小白第一次写爬虫,主要使用了requests,beautifulsoup 和 XPATH库。实现了爬取八卦组首页帖子并将标题,链接和3个亮评存入csv文件中以待以后可能的使用(或者就此荒废.........)
话不多说 先放代码
import requests
import bs4
from bs4 import BeautifulSoup
import os
url = 'https://www.douban.com/group/blabla/?ref=sidebar%E3%80%91'
r = requests.get(url)
soup = BeautifulSoup(r.text, 'html.parser')
titlelist, linklist, timelist = [],[],[]
all_title = soup.find_all('td', class_='title')
for link in all_title:
linklist.append(link.a.attrs['href'])
titlelist.append(link.a.attrs['title'])
time_ = soup.find_all('td', class_='time')
for tim in time_:
# timelist.append(re.findall(r'>.*',tim.string))#笨比,你都string了,当然没有之后的标签了,你还正则个p
timelist.append(tim.string)
# print(timelist)
# type(time_)
path1 = r'C:\Users\Administrator\Desktop\豆瓣鹅组每日讨论'
current_time = timelist[4]
current_time = current_time.replace(':','_')
print(current_time)
join_path = ''
join_path = os.path.join(path1, (str(current_time) + '.txt'))
# info =['标题']
print(join_path)
with open(join_path,'w',encoding='utf-8')as f:
for i in range(len(titlelist)):
f.writelines(titlelist[i]+'\n'+linklist[i]+'\n')
# C:\Users\Administrator\Desktop\豆瓣鹅组每日讨论\03-06 20.txt
# for index, (title, link) in enumerate(zip(titlelist, linklist),1):
# if index>4:
# print('[', index-4, ']')
# print('title: ',title)
# print('link: ', link)
# print('时间:', timelist[index-1])
这一块代码主要是用的beautifulsoup库来爬取页面内容,将内容保存在了txt文件中,这是一开始写的,因为能在jupyter notebook里将就用,也就懒得优化成一个个函数了。最后的print被我注释了因为内容已经被保存在列表里在后续会写入文件。大概效果是这样的:
上面的代码块并没有爬取各个帖子中的亮评,主要原因是因为beautifulsoup库用的不熟练,定位标签定位半天还老出错,今天下午看了看xpath感觉xpath简单很多,就使用xpath对评论进行了爬取。
from lxml import etree
import csv
def get_short_comment(link, commentlist):
r = requests.get(link).text
s = etree.HTML(r)
comment = s.xpath('//*[@class="topic-reply popular-bd"]/li[@class="clearfix comment-item"]/div[\
@class="reply-doc content"]/p/text()') # comment是爬出来的评论list
commentlist.append(comment)
for i in range(3):
try:
print('亮屏第',i,': ',comment[i])
except:
print('这是个新帖子')
print('-------------------------------')
运行函数后评论都被保存在了commentlist中,不过因为亮评是按每个帖子一个list来的,然后再按序保存到commentlist中,相当于该list是个二维数组(不太好表达,大致就是这个意思)
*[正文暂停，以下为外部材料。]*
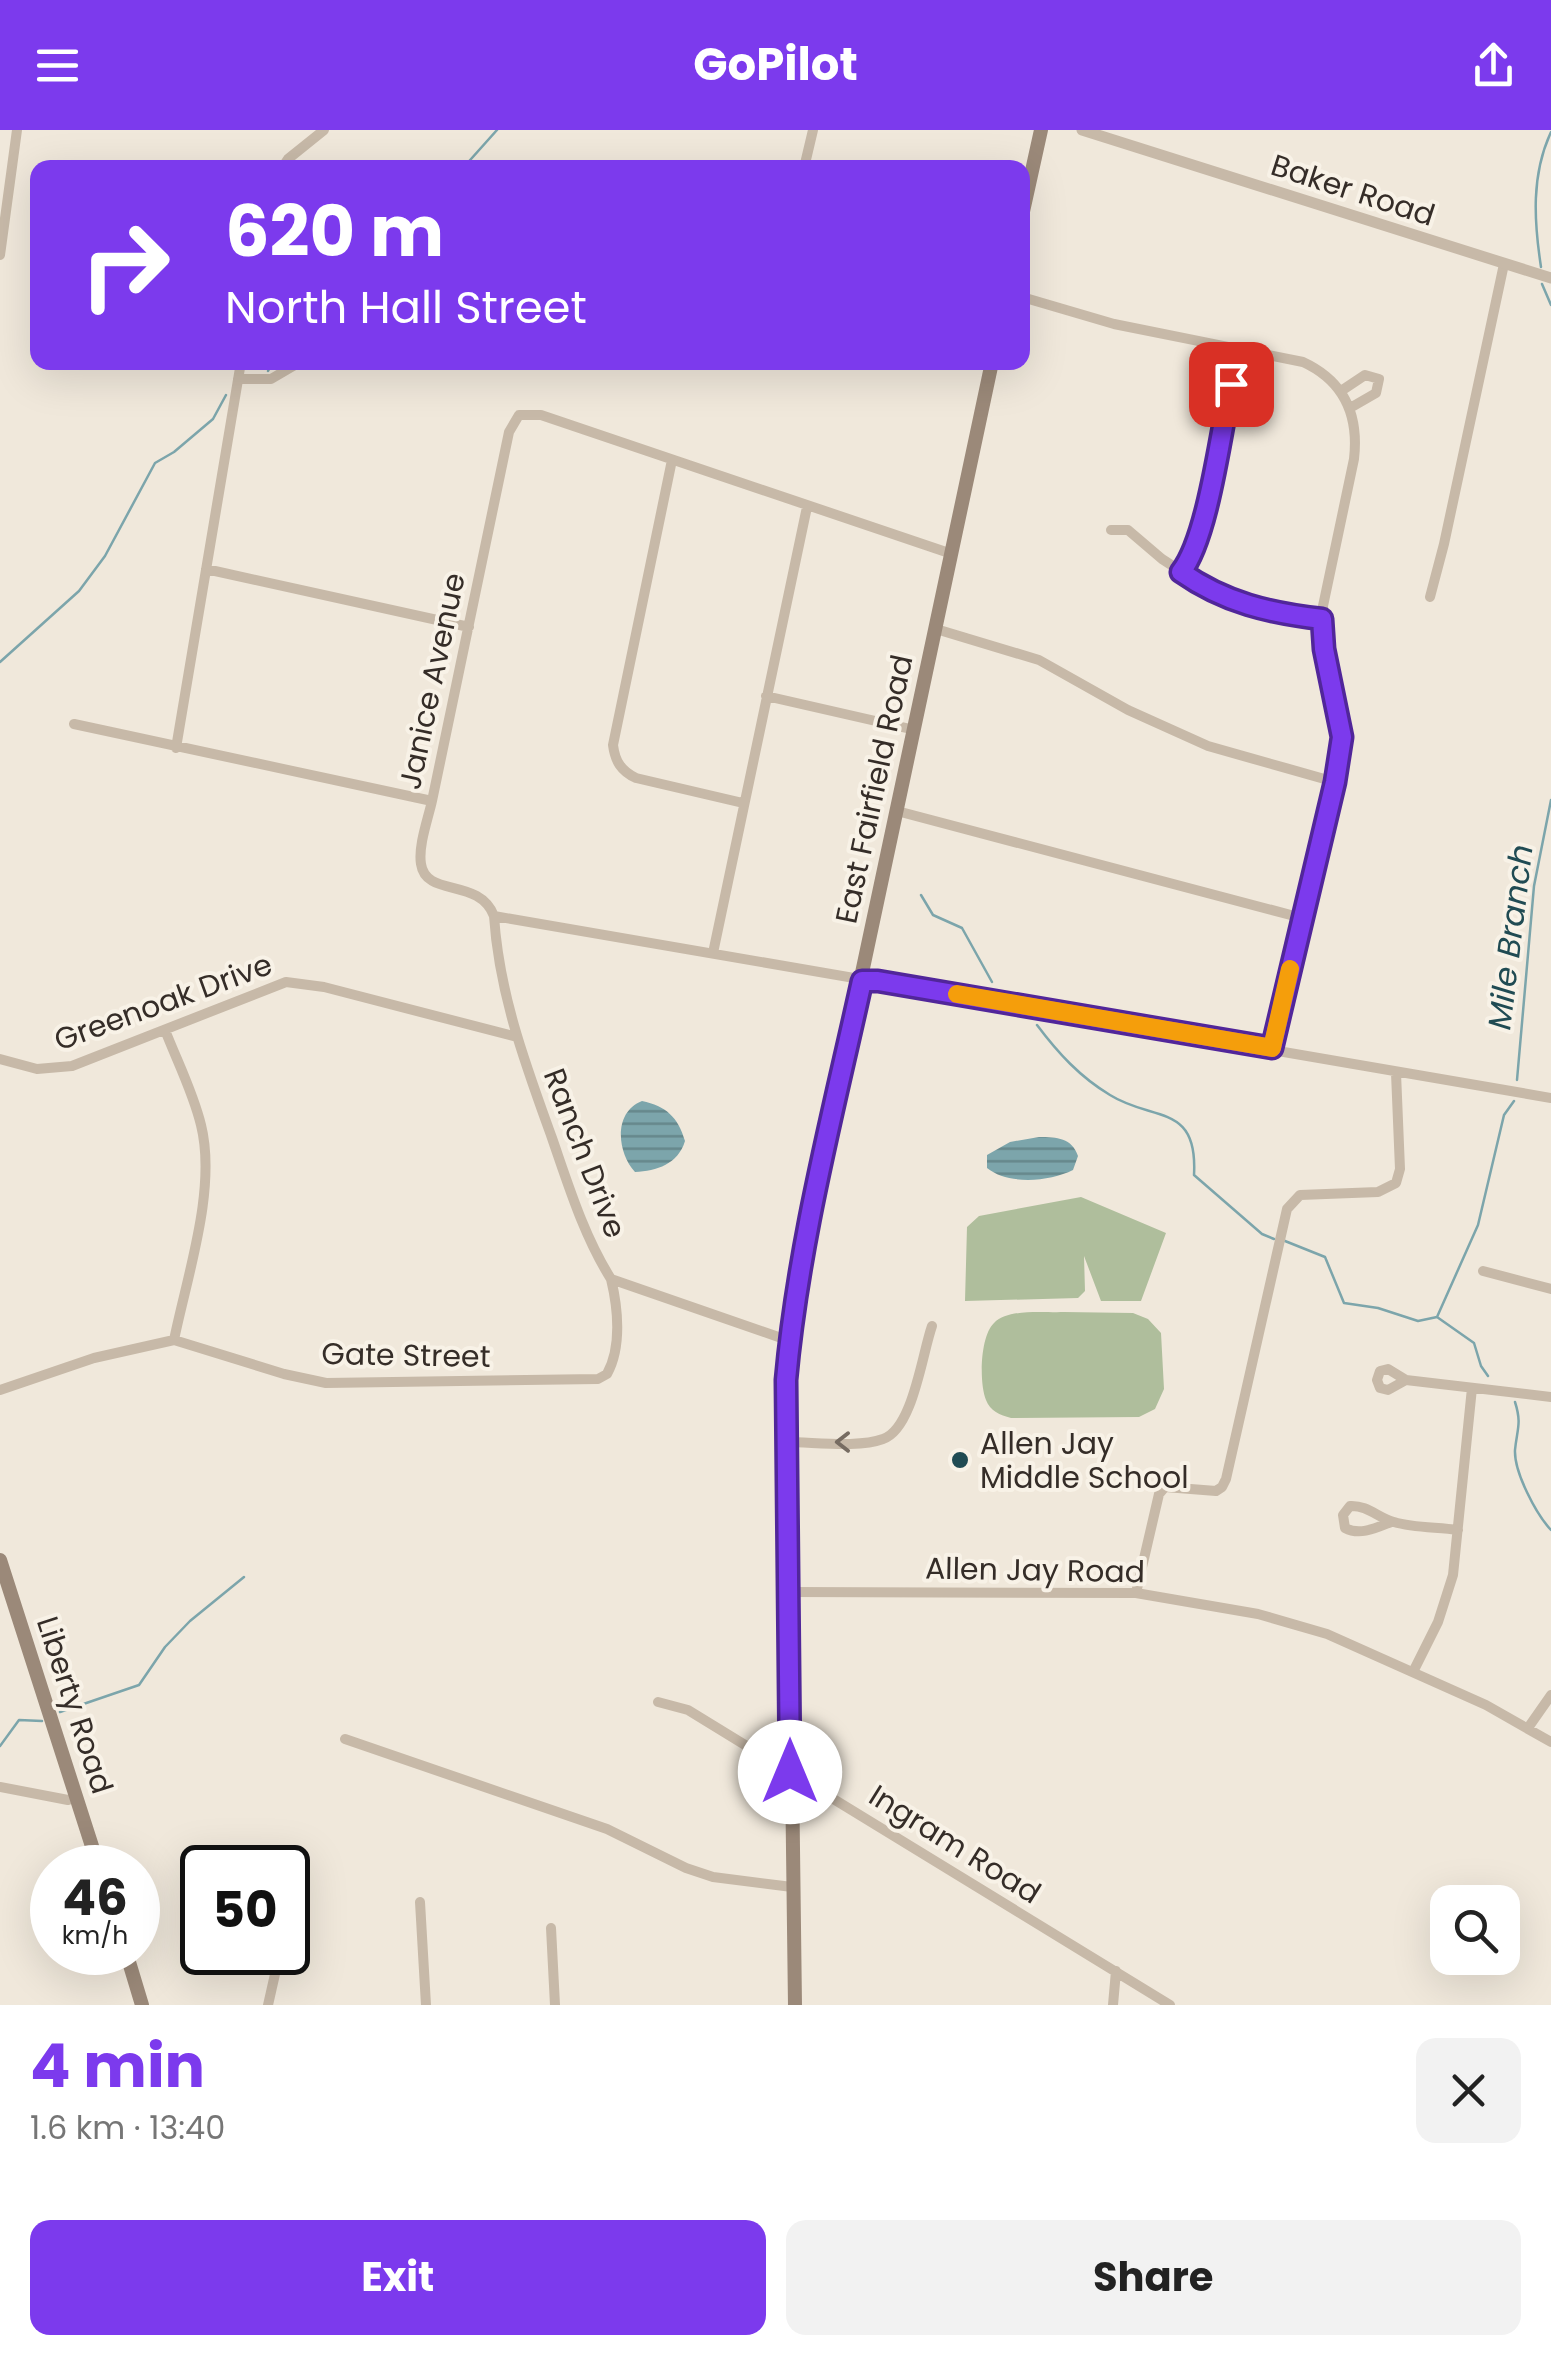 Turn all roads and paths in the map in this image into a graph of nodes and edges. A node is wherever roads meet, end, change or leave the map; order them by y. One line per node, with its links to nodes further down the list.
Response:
1 (17, 130): 9 (street)
2 (324, 130): 6 (street)
3 (813, 130): 7 (street)
4 (1041, 130): 8 (main road)
5 (1082, 130): 10 (street, Baker Road)
6 (287, 160)
7 (806, 160)
8 (1030, 180)
9 (0, 255)
10 (1504, 264): 11 (street, Baker Road); 26 (street)
11 (1551, 278)
12 (1030, 299): 13 (street)
13 (1238, 349): 18 (street); 25 (street)
14 (240, 370): 17 (street)
15 (286, 370): 17 (street)
16 (990, 370): 23 (main road, East Fairfield Road)
17 (238, 378): 24 (street)
18 (1340, 391): 19 (street); 19 (street)
19 (1350, 408): 27 (street)
20 (672, 460): 21 (street); 28 (street, Janice Avenue); 36 (street)
21 (807, 507): 23 (street); 30 (street)
22 (1111, 530): 25 (street)
23 (952, 554): 29 (main road, East Fairfield Road)
24 (206, 569): 28 (street); 33 (street)
25 (1181, 572): 27 (street)
26 (1430, 597)
27 (1322, 619): 34 (street)
28 (469, 627): 35 (street, Janice Avenue)
29 (936, 629): 32 (main road, East Fairfield Road); 34 (street)
30 (766, 696): 32 (street); 36 (street)
31 (74, 724): 33 (street)
32 (914, 730): 37 (main road, East Fairfield Road)
33 (176, 748): 35 (street)
34 (1335, 782): 39 (street)
35 (432, 801): 38 (street, Janice Avenue)
36 (744, 803): 40 (street)
37 (897, 811): 39 (street); 41 (main road, East Fairfield Road)
38 (494, 916): 40 (street); 43 (street, Ranch Drive)
39 (1302, 918): 44 (street)
40 (713, 953): 41 (street)
41 (862, 981): 44 (street); 53 (main road, East Fairfield Road)
42 (165, 1030): 43 (street, Greenoak Drive); 45 (street, Greenoak Drive); 52 (street)
43 (517, 1037): 49 (street, Ranch Drive)
44 (1272, 1048): 46 (street)
45 (0, 1059)
46 (1396, 1073): 47 (street); 63 (street)
47 (1551, 1098)
48 (1483, 1271): 50 (street)
49 (611, 1280): 52 (street, Gate Street); 53 (street, Ranch Drive)
50 (1551, 1289)
51 (932, 1326): 58 (street, one-way to 58)
52 (174, 1340): 56 (street, Gate Street)
53 (790, 1342): 58 (main road, East Fairfield Road)
54 (1406, 1380): 55 (street)
55 (1472, 1388): 57 (street); 60 (street)
56 (0, 1390)
57 (1551, 1397)
58 (787, 1442): 62 (main road, East Fairfield Road)
59 (1391, 1522): 60 (street)
60 (1458, 1530): 64 (street)
61 (0, 1560): 72 (main road, Liberty Road)
62 (790, 1592): 63 (street, Allen Jay Road); 70 (main road, East Fairfield Road)
63 (1136, 1593): 64 (street, Allen Jay Road)
64 (1413, 1672): 67 (street, Allen Jay Road)
65 (1551, 1695): 67 (street)
66 (658, 1702): 70 (street, Ingram Road)
67 (1528, 1728): 69 (street, Allen Jay Road)
68 (344, 1739): 74 (street)
69 (1551, 1742)
70 (790, 1772): 74 (main road, East Fairfield Road); 77 (street, Ingram Road)
71 (0, 1787): 72 (street)
72 (76, 1797): 73 (main road, Liberty Road)
73 (92, 1845)
74 (792, 1887): 84 (main road, East Fairfield Road)
75 (420, 1902): 82 (street)
76 (551, 1928): 83 (street)
77 (1116, 1972): 85 (street); 86 (street, Ingram Road)
78 (133, 1975): 80 (main road)
79 (275, 1975): 81 (street)
80 (142, 2005)
81 (268, 2005)
82 (426, 2005)
83 (555, 2005)
84 (795, 2005)
85 (1113, 2005)
86 (1170, 2005)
想写入csv文件的话 将list改为一维的比较方便,具体整合list和存储代码如下:
def save_csv(infolist): # 将info写入csv 理想结果是第一列是编号,第二列是标题,第三列是链接,456各存亮评
join_path = ''
join_path = os.path.join(path1, (str(current_time) + '.csv'))
name =['标题','连接','亮评1','亮评2','亮评3']
test = pd.DataFrame(columns=name, data =infolist)
test.to_csv(join_path,encoding='utf_8_sig')
def agg_info(titlelist, linklist, commentlist): # 将三个list合并为一个总list,好输入到csv文件中
infolist =[]
i = 0
for i in range(len(titlelist)): # int类型不能直接迭代
try:
_ = []
_.append(titlelist[i])
_.append(linklist[i])
_.append(commentlist[i][0])
_.append(commentlist[i][1])
_.append(commentlist[i][2])
except:
continue
infolist.append(_)
return infolist
最后运行一下就好啦!
i = 0
commentlist = []
for link in linklist:
print('标题: '+titlelist[i])
print('链接: '+ link)
get_short_comment(link, commentlist)
i+=1
infolist = agg_info(titlelist, linklist, commentlist)
save_csv(infolist)
到这里就完成了,代码写的不够简洁但是最近又要看论文(懒)
之后提升的话在github上找到了些spider练手项目,回头多学习一下